Five-step loop driven by role permissions and status fields
05 - Solution Approach
One data model, three role-driven workflows
Competition management isn't one workflow — it's three workflows sharing the same data. Admins publish and configure; teachers review and manage results; students browse, register, and check outcomes. Each role needs a different view of the same underlying system.
Considered · Low-code (DingTalk Yida / Jiandaoyun)
Rejected: row-level permissions across three roles aren't expressible in form-builder logic, and demos at 100 concurrent users hit platform throttling.
Considered · Monolithic dashboard with role flags
Rejected: client-side role conditionals leak admin field names through DOM inspection. Permissions belonged on the server, not in CSS visibility.
Chosen · Frontend-backend split + server-side RBAC
Three tailored interfaces share one API and one database. RBAC enforced at the API layer means a tampered frontend still can't escalate privileges.
“The project forced me to think beyond individual pages. Each module had to fit the same role model, permission rules, and lifecycle state logic so the system would feel coherent end to end.”
06 - Product Design
Designing for three users who see the same data differently
The central challenge was information architecture. The same competition record means different things to different roles: configuration to admin, a review queue to teacher, a registration card to student. One data model, three mental models.
Permission as UX
Each role gets a tailored dashboard. A student never sees admin controls — not hidden, just genuinely a different interface.
Lifecycle as navigation
Competition state (Draft → Published → Registration → Review → Results → Archived) drives what actions surface, instead of a static sidebar.
Batch over one-by-one
Teachers' biggest pain was reviewing registrations one at a time. The review interface is built around batch select, approve/reject, and bulk notes.
Data as institutional memory
Every registration, decision, and result is timestamped and attributed — the system becomes the university's archive automatically, no extra step.

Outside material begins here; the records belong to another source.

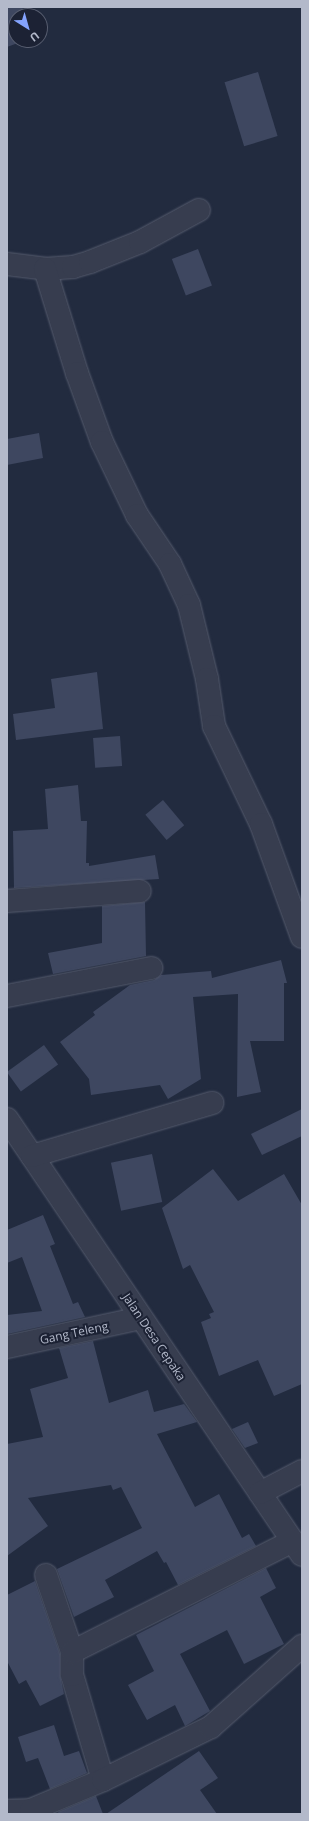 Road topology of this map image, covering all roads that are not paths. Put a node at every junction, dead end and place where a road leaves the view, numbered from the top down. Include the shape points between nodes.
1 (199, 210) dead end
2 (7, 264) edge
3 (45, 269) junction
4 (140, 891) dead end
5 (7, 901) edge
6 (302, 937) edge
7 (151, 968) dead end
8 (7, 996) edge
9 (212, 1103) dead end
10 (7, 1119) edge
11 (32, 1156) junction
12 (141, 1318) junction
13 (7, 1347) edge
14 (302, 1471) edge
15 (260, 1493) junction
16 (297, 1548) edge
17 (46, 1576) dead end
18 (302, 1646) edge
19 (72, 1652) junction
20 (103, 1780) junction
21 (7, 1811) edge
22 (31, 1812) edge

1 - 3 street via 140,242 90,262 73,267
2 - 3 street
3 - 6 street via 77,373 102,442 137,516 170,564 188,605 207,679 214,726 261,824
4 - 5 street
7 - 8 street
9 - 11 street
10 - 11 street, Jalan Desa Cepaka
11 - 12 street, Jalan Desa Cepaka
12 - 13 street, Gang Teleng
12 - 15 street, Jalan Desa Cepaka
14 - 15 street
15 - 16 street, Jalan Desa Cepaka
16 - 19 street
17 - 19 street
18 - 20 street via 211,1727
19 - 20 street via 72,1675
20 - 22 street
21 - 22 street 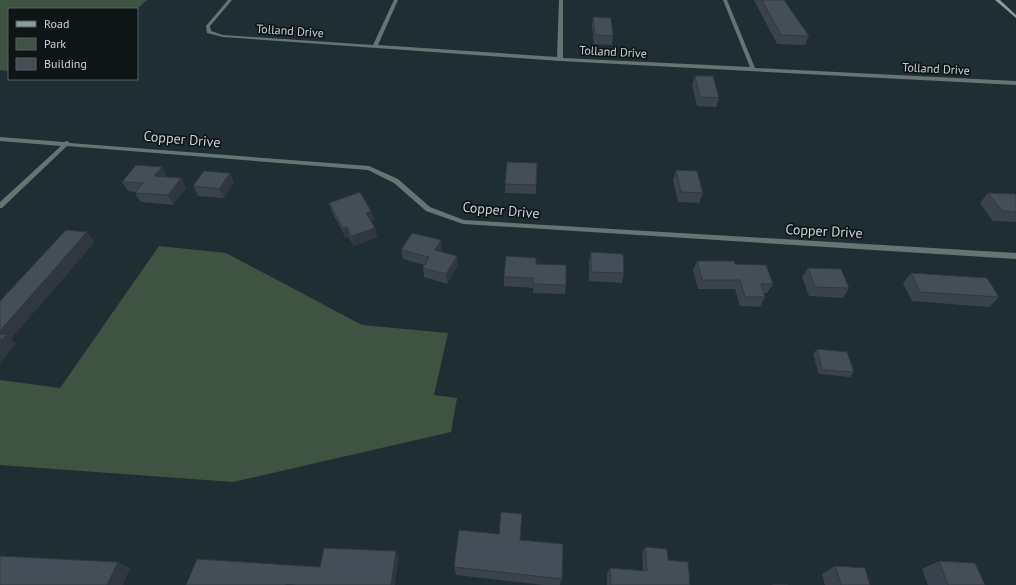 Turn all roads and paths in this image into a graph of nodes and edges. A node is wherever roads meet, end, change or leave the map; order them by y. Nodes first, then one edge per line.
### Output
1 (230, 0) edge
2 (396, 0) edge
3 (561, 0) edge
4 (724, 0) edge
5 (997, 0) edge
6 (1016, 17) edge
7 (375, 47) junction
8 (560, 59) junction
9 (753, 69) junction
10 (1016, 83) edge
11 (0, 139) edge
12 (67, 143) junction
13 (0, 206) edge
14 (1016, 256) edge

1 - 7 street, Tolland Drive
2 - 7 street
3 - 8 street
4 - 9 street
5 - 6 street
7 - 8 street, Tolland Drive
8 - 9 street, Tolland Drive
9 - 10 street, Tolland Drive
11 - 12 street, Copper Drive
12 - 13 street
12 - 14 street, Copper Drive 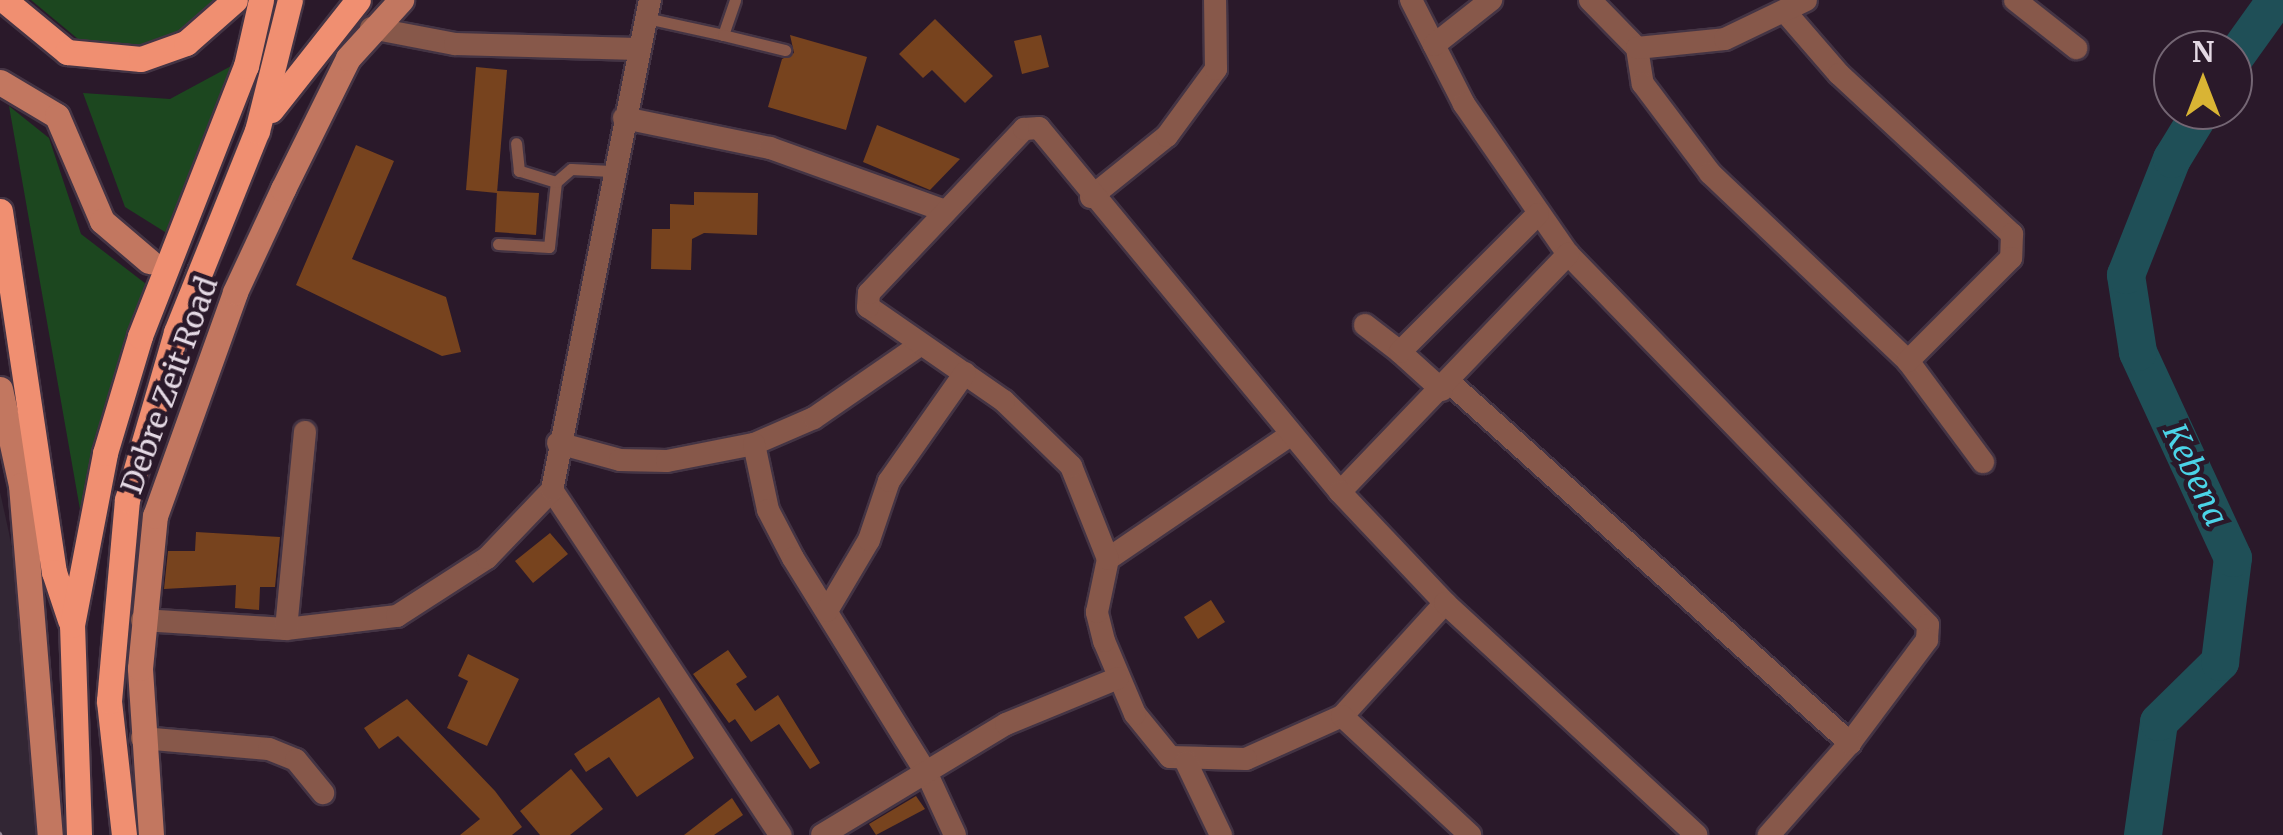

Admin · publish & configure

Teacher · batch review

Student · browse & register
07 - Key Design Decisions
Four decisions worth defending in front of the committee
08 - Technical Foundation
Architecture decisions that kept the demo stable
Spring Boot + Vue 3 with JWT auth and Redis-backed token blacklisting. A 15-table normalized schema designed for queries like “all registrations for competition X, grouped by team, with reviewer info”. JMeter at 100 concurrent users exposed an N+1 on category joins — fixed with eager loading, P95 dropped from 1.2s to 180ms.
These weren't engineering vanity — they were the difference between a smooth live defense and a frozen screen in front of the committee.

Layered architecture · Vue → Axios → Controller → Service → MySQL/Redis

15-table normalized schema
09 - Results
What actually held up under load — and in front of the committee
This was a graduation project, not a production deployment — the numbers below are demo-scale evidence, not user adoption. They describe what the system can do, validated under load and in a live 30-minute defense.

Admin dashboard at full demo capacity: 350+ competitions, 6,296 registration records, 428 archived awards, 150 categories (seed data modeled on the university's actual schedule).
Full lifecycle coverage
Every state transition exercised end-to-end: draft, publish, open registration, review, result publication, archive. Each path demonstrated live.
Concurrency validated under load
JMeter at 100 concurrent users confirmed peak-registration capacity. The N+1 fix (P95: 1.2s → 180ms) held up against the full seeded dataset.
Defense: live demo, passed top-tier
All three role workflows demonstrated live without a fallback recording. Committee highlighted the RBAC design and the system's ability to handle the full lifecycle without manual intervention.